I read with interest, nostalgia, and some sadness the recent letter to the editor from the Reverend John Webb a few weeks ago, concerning the closing of Cindy Prescott’s Dollar Smart Store on old Cache Road . The references John made to the "family business" and "mom and pop" store touched my heart in a way that is hard to describe because it took me back to my very roots at Ken’s Grocery at Cache. I cannot think about growing up in Cache without thinking about Ken’s because it was, in reality, my second home.

My mom and dad, Ken and Joyce Maloy established Ken’s in 1948. We hear today about mentoring and being a mentor to others, as if it is a new concept. My parents had a mentor in Earl Mercer for whom they had both worked at Liberty Heights Grocery in Lawton after World War II when my dad returned from the Navy (I hope I’m getting the family history right here – I wish I’d listened to these stories much closer than I did). Earl had heard about a little store at Cache that was for sale and thought it would be a wonderful opportunity for a young couple with two small children to get a start in owning their own business. He provided some financial help, as did a woman from Lawton in order for them to borrow as much money as they possibly could, to buy what was then Norris’ Grocery at Cache.

Ken’s. Because of the name, many of the Cache folks called my parents Mr. and Miz Ken. It was, indeed, my home. I was there as much as possible because that’s where my parents were. I loved being at, "the store".

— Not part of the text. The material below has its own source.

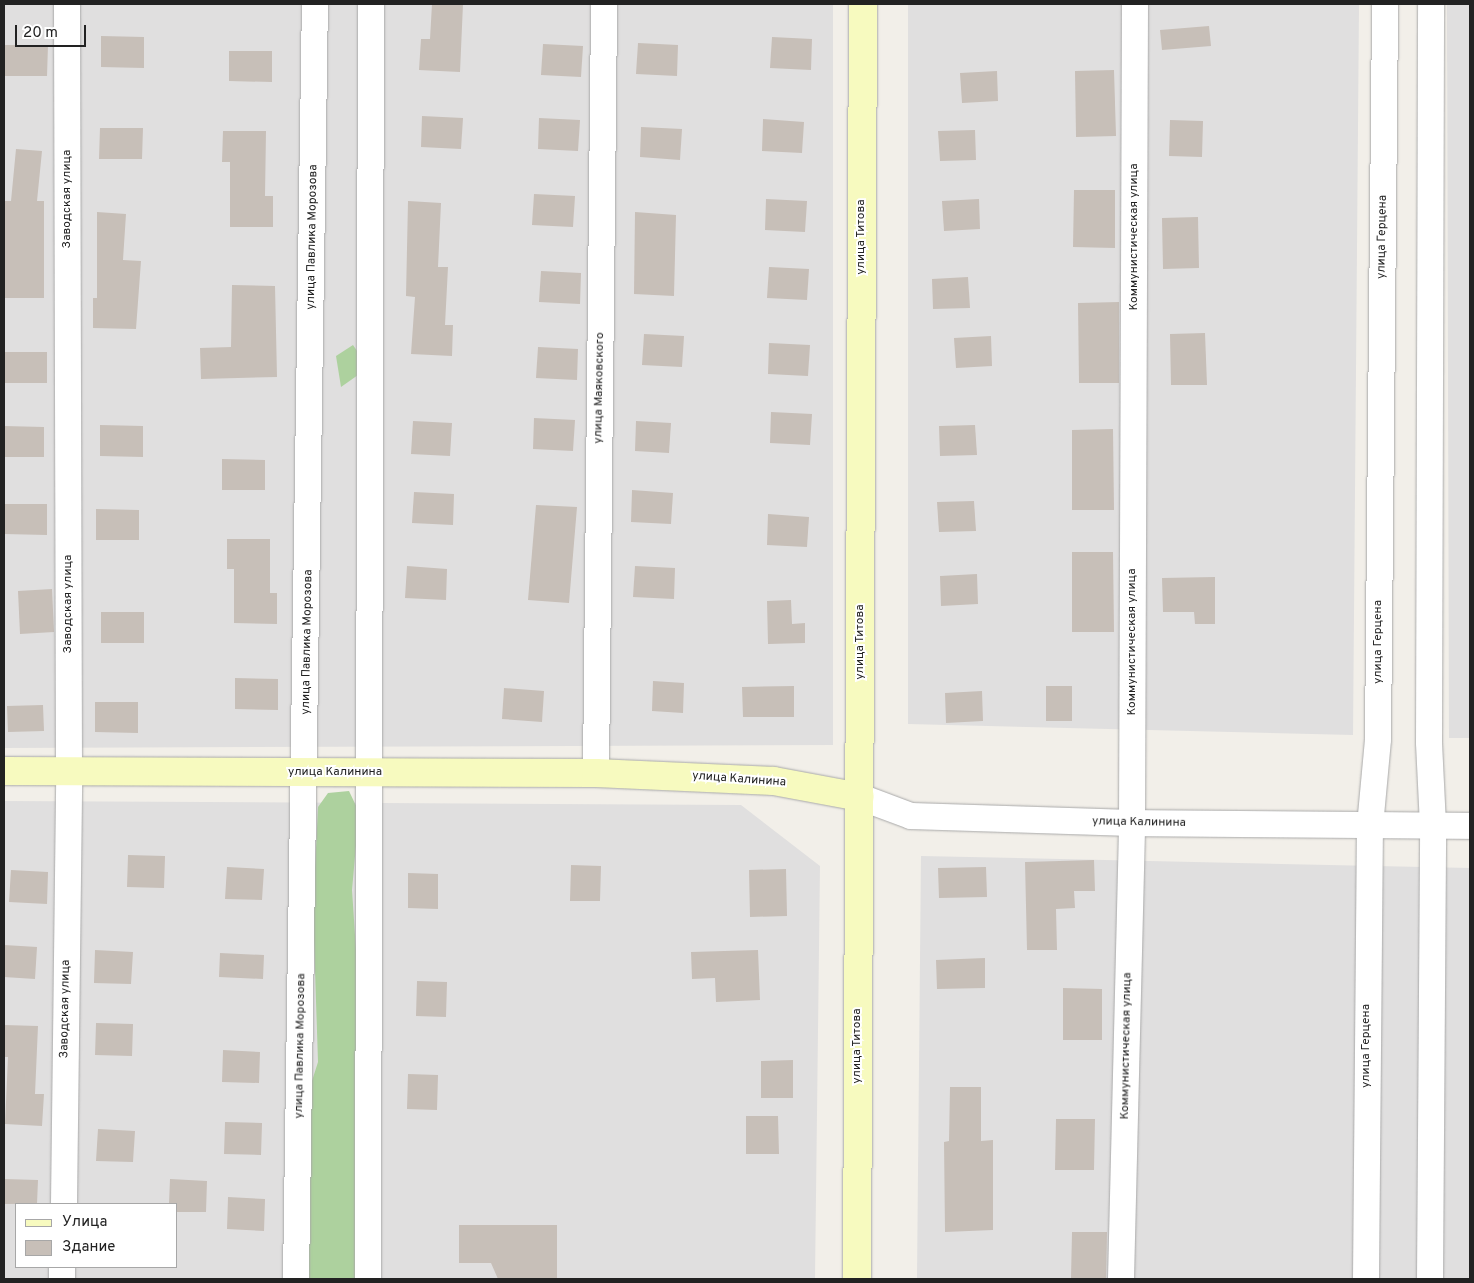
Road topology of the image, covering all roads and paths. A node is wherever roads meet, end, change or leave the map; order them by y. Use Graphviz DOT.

High school baseball games were as much a part of summer as were bus trips to Doe Doe Park for swimming lessons. It was at one of the games that I managed to fall out of a tree and break my leg. As my parents were both working in the two or three days following my fall, they fixed me a cot on the north wall of the store so that I could stay up there with them until I could return to school. It was great! I lay there all day, reading "funny books", drinking Dr. Peppers and getting visited by everyone walking in the door.

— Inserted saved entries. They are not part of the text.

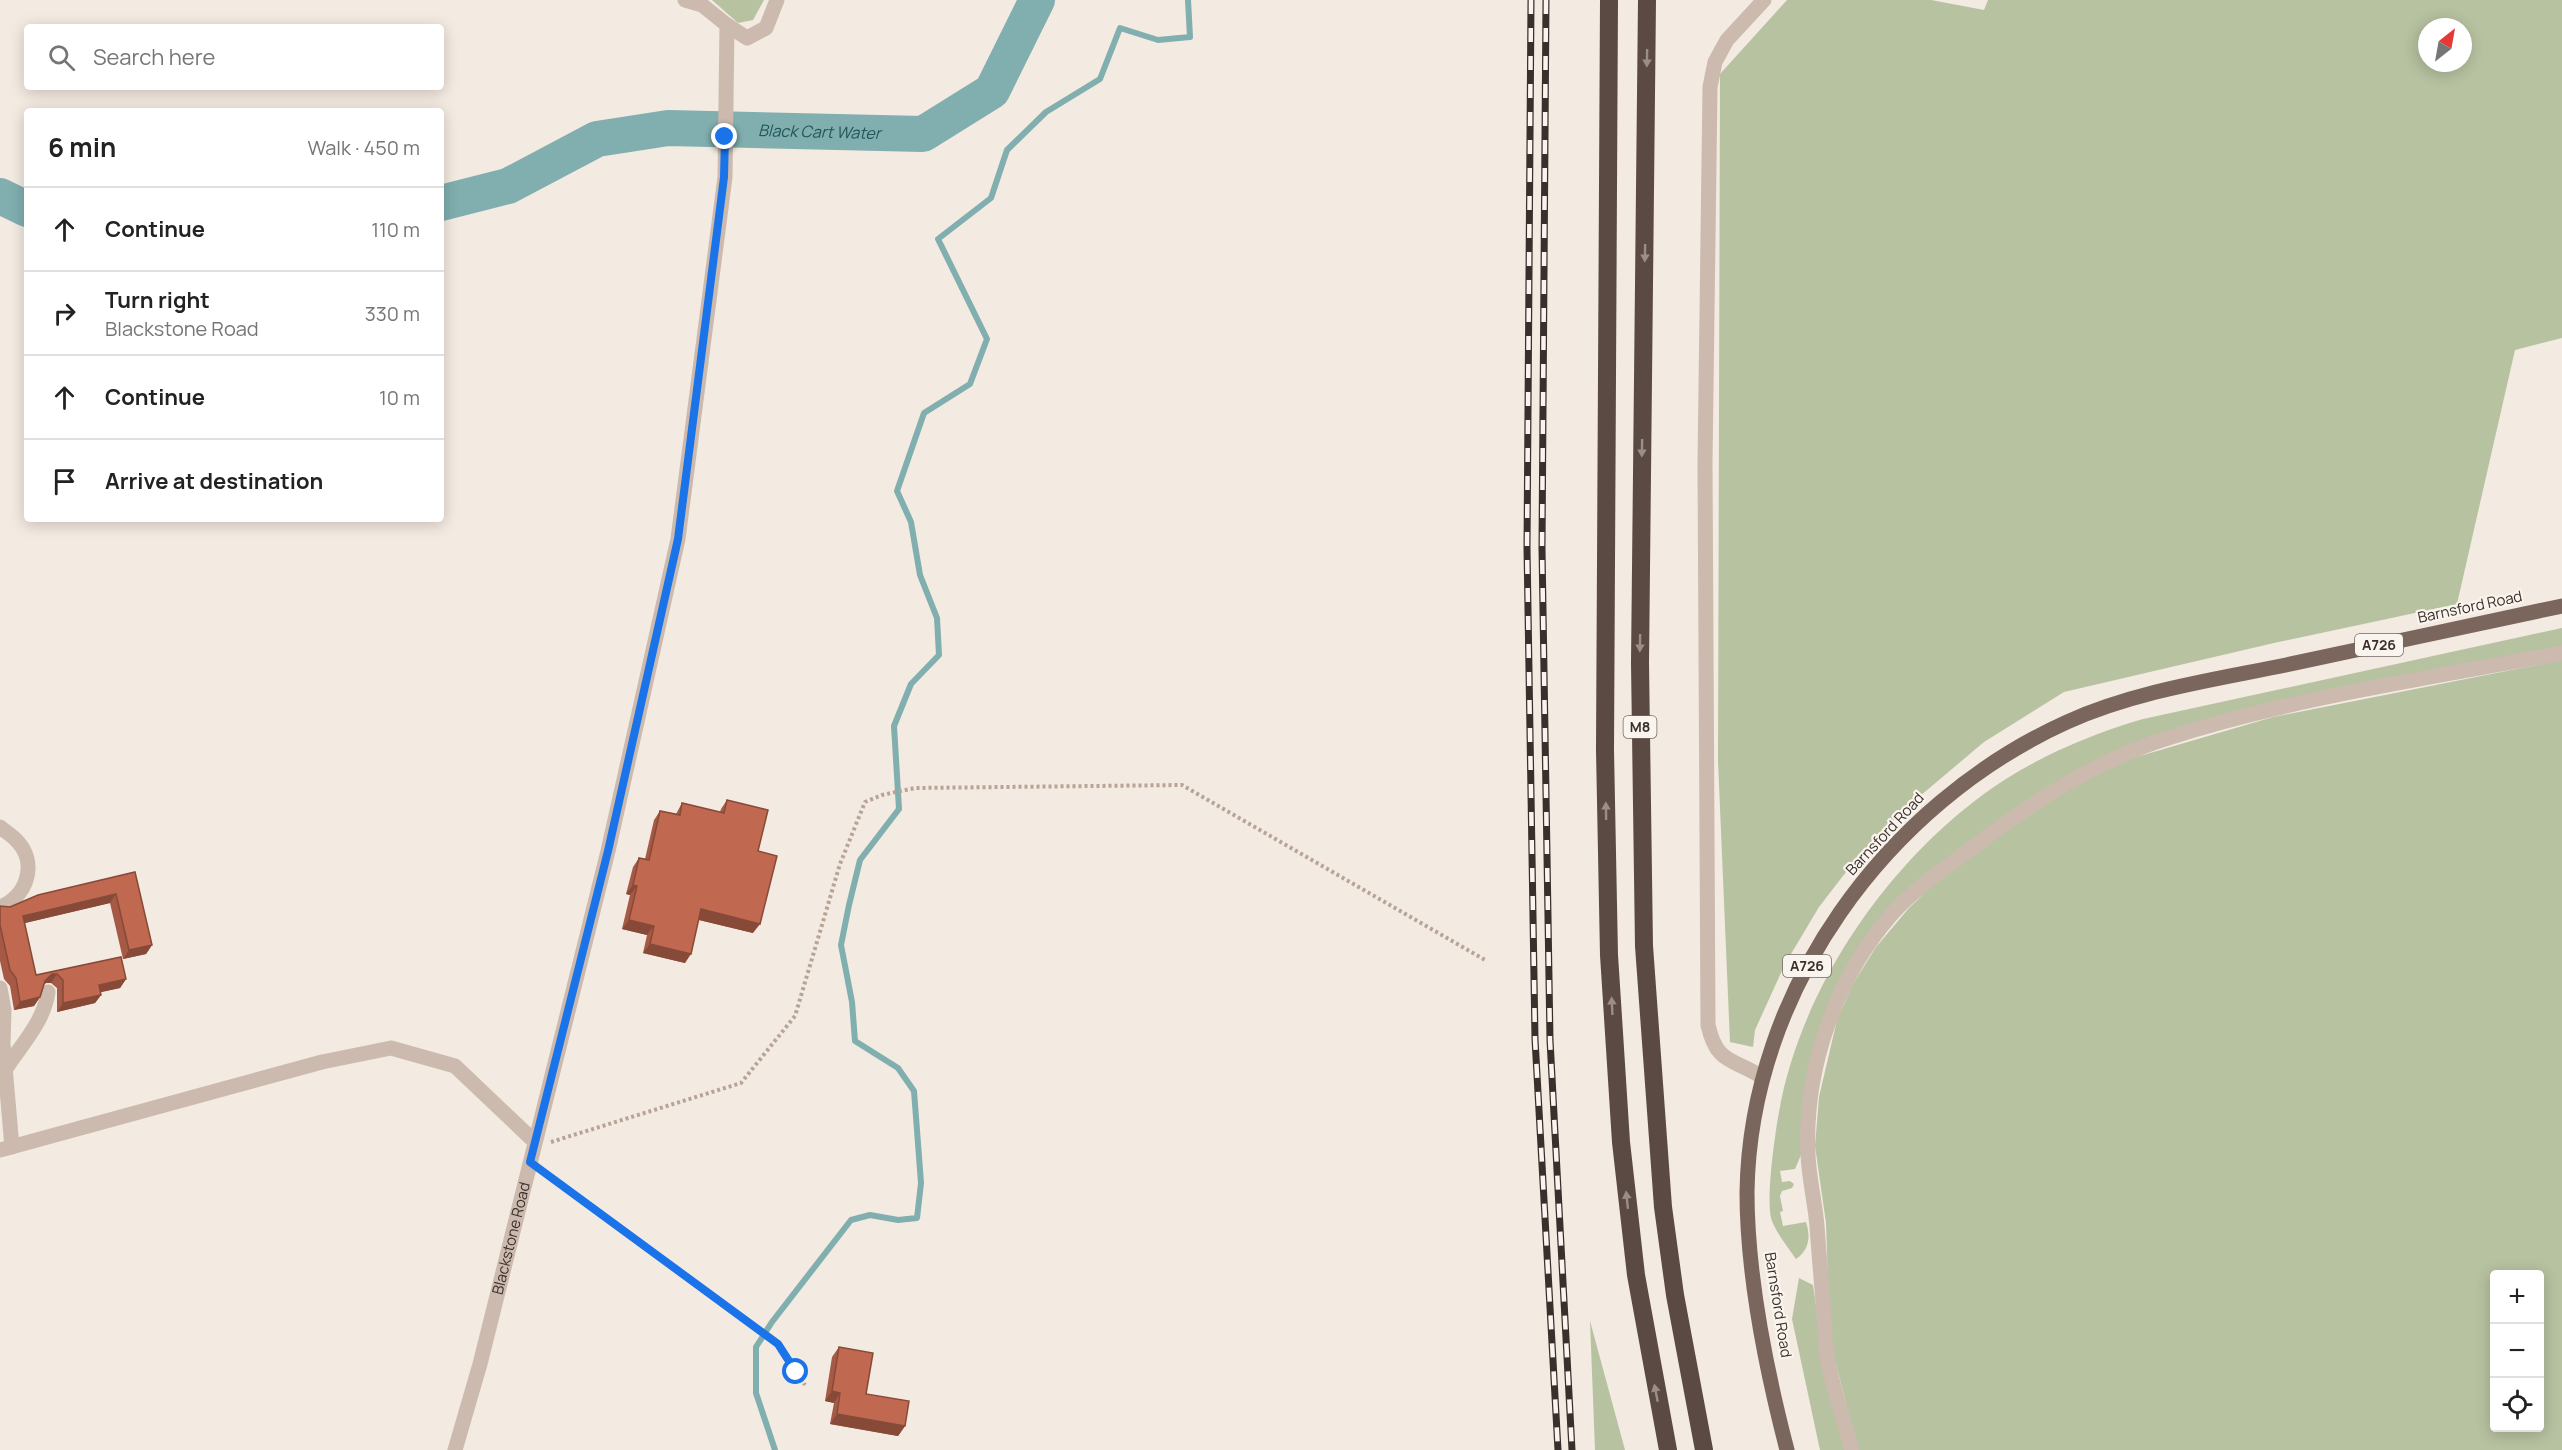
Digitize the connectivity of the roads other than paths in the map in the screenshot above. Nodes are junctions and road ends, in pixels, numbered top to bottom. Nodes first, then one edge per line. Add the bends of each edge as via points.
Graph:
1 (685, 0) edge
2 (777, 0) edge
3 (1609, 0) edge
4 (1647, 0) edge
5 (1764, 0) edge
6 (727, 25) junction
7 (2562, 606) edge
8 (2562, 653) edge
9 (0, 827) edge
10 (0, 907) edge
11 (0, 988) edge
12 (48, 992) edge
13 (5, 1070) junction
14 (1762, 1077) junction
15 (535, 1142) junction
16 (6, 1149) edge
17 (455, 1450) edge
18 (1668, 1450) edge
19 (1704, 1450) edge
20 (1787, 1450) edge
21 (1852, 1450) edge

1 - 6 street via 702,5
2 - 6 street via 766,28 747,38
18 -> 3 highway, M8 via 1634,1263 1621,1142 1609,955 1605,750
4 -> 19 highway, M8 via 1640,663 1644,946 1663,1208
5 - 14 street via 1727,40 1715,62 1710,87 1706,463 1708,1025 1713,1044 1732,1064
6 - 15 street, Blackstone Road via 724,177 678,539 608,851
7 - 14 main road, Barnsford Road / A726 via 2155,693 2101,708 2029,741 1940,802 1857,890 1809,962 1779,1026
8 - 21 street via 2272,708 2165,739 2104,762 2007,821 1893,913 1850,975 1833,1012 1819,1053 1809,1115 1808,1156 1827,1360
9 - 10 street via 18,842 28,867 24,887 16,900
11 - 13 street
12 - 13 street via 39,1022
13 - 16 street
14 - 20 main road, Barnsford Road / A726 via 1749,1163 1749,1231 1766,1355
15 - 16 street via 454,1066 392,1048 322,1062
15 - 17 street, Blackstone Road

For many years at those summer baseball games there was always one uniform with "Ken’s Grocery" written across the back – the uniform that Ken’s provided to the team. There were other names on uniforms as well – Webber’s Ice Dock, Britton’s Grocery. In the wintertime, it wasn’t unusual for some boy on the basketball team to sport a new pair of tennis shoes, provided by Ken’s and the other merchants. There were always yearbook advertisements to buy, donations for school activities, Christmas treats for the kids at Christmas – Ken’s was a part of the community.

My first job was at "the store" emptying the bottle cap holder in the bottom of the coke box – the caps were always wet and yucky. I progressed in responsibility to stocking shelves, cleaning onions, making sale signs, delivering groceries to elderly customers when I got my drivers license, finally managing to learn to work the adding machines and cash register. In the summer, I would get up early and go with my dad to deliver groceries to the Girl Scout camp at Sunset Camping Area in the Wichitas . In fact, that’s when I learned to drive, on the trips home from those deliveries.

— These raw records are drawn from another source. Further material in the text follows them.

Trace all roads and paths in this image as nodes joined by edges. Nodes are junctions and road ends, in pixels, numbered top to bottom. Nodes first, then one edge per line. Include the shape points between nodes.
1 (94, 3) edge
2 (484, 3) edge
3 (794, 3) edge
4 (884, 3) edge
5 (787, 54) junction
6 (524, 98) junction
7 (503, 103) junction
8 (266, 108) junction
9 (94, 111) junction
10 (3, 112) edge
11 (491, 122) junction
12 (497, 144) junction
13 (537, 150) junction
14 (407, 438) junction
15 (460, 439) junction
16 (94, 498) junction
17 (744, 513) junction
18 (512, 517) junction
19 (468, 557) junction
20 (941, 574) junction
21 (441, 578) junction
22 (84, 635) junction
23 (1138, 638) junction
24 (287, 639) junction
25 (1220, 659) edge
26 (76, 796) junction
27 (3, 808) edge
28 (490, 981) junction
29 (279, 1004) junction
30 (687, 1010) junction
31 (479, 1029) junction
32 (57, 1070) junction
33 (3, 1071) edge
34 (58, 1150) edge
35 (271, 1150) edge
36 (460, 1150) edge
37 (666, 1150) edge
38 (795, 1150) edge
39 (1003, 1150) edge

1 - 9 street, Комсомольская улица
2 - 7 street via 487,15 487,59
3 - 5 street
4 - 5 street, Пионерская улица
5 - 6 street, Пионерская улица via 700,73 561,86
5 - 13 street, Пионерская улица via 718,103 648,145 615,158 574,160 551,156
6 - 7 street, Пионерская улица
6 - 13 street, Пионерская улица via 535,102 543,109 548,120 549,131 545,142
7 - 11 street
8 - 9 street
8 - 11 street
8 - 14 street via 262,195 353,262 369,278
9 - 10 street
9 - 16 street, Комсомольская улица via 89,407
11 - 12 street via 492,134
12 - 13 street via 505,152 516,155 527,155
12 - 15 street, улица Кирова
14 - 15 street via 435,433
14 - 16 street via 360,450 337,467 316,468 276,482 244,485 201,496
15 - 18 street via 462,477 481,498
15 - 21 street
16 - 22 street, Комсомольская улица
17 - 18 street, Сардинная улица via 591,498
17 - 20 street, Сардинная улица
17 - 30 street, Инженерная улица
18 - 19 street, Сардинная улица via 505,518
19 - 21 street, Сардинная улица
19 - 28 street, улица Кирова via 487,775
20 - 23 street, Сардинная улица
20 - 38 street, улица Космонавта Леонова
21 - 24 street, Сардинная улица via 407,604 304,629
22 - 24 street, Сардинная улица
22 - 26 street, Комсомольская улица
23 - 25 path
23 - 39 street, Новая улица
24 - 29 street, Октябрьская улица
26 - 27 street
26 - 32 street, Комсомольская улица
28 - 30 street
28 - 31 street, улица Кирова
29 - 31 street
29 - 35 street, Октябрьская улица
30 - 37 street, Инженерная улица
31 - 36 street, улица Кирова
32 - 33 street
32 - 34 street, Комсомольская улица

I learned so much at that little store. I learned job skills but even more, I learned honesty, compassion, dependability, responsibility, the value of work and the importance of giving back to the community. That’s what a local business does – it is part of the community, helping it to grow, helping to make it a better place for all to live, not just a place to make a profit.

My dad, Ken, died 24 years ago on December 1. My mother died in February of 1992. My sister and her husband have kept the little store going. It was many years before I walked in the store and my eyes didn’t automatically go to the meat case searching for a glimpse of a man in a paper butcher’s hat and white apron – more times than not, whistling as he worked back there. If I listen, I can still hear my mother laugh as she did so many times standing at the checking stand visiting with this customer and that one. Maybe their spirits are there – I don’t know. I do know only so well what John Webb was saddened by in his realization of the passing of the mom and pop, family businesses, as they buckle to the competition of large corporations. It is an era gone by – when we didn’t have credit cards but folks could put their purchases "on the book" and pay at the end of the month. When people who had charges would come and tell my father, after the store had burned to the ground in the early fifties and everything was lost –"Ken, I think I owed you a little ticket and want to pay it". We have something important in the interconnectedness that a "mom and pop" store brings to a community - and we lose that tangible evidence of our interdependence when we lose it. I know – I learned it at Ken’s -that little store was more to me than a way to make a living – it was a way to make a life.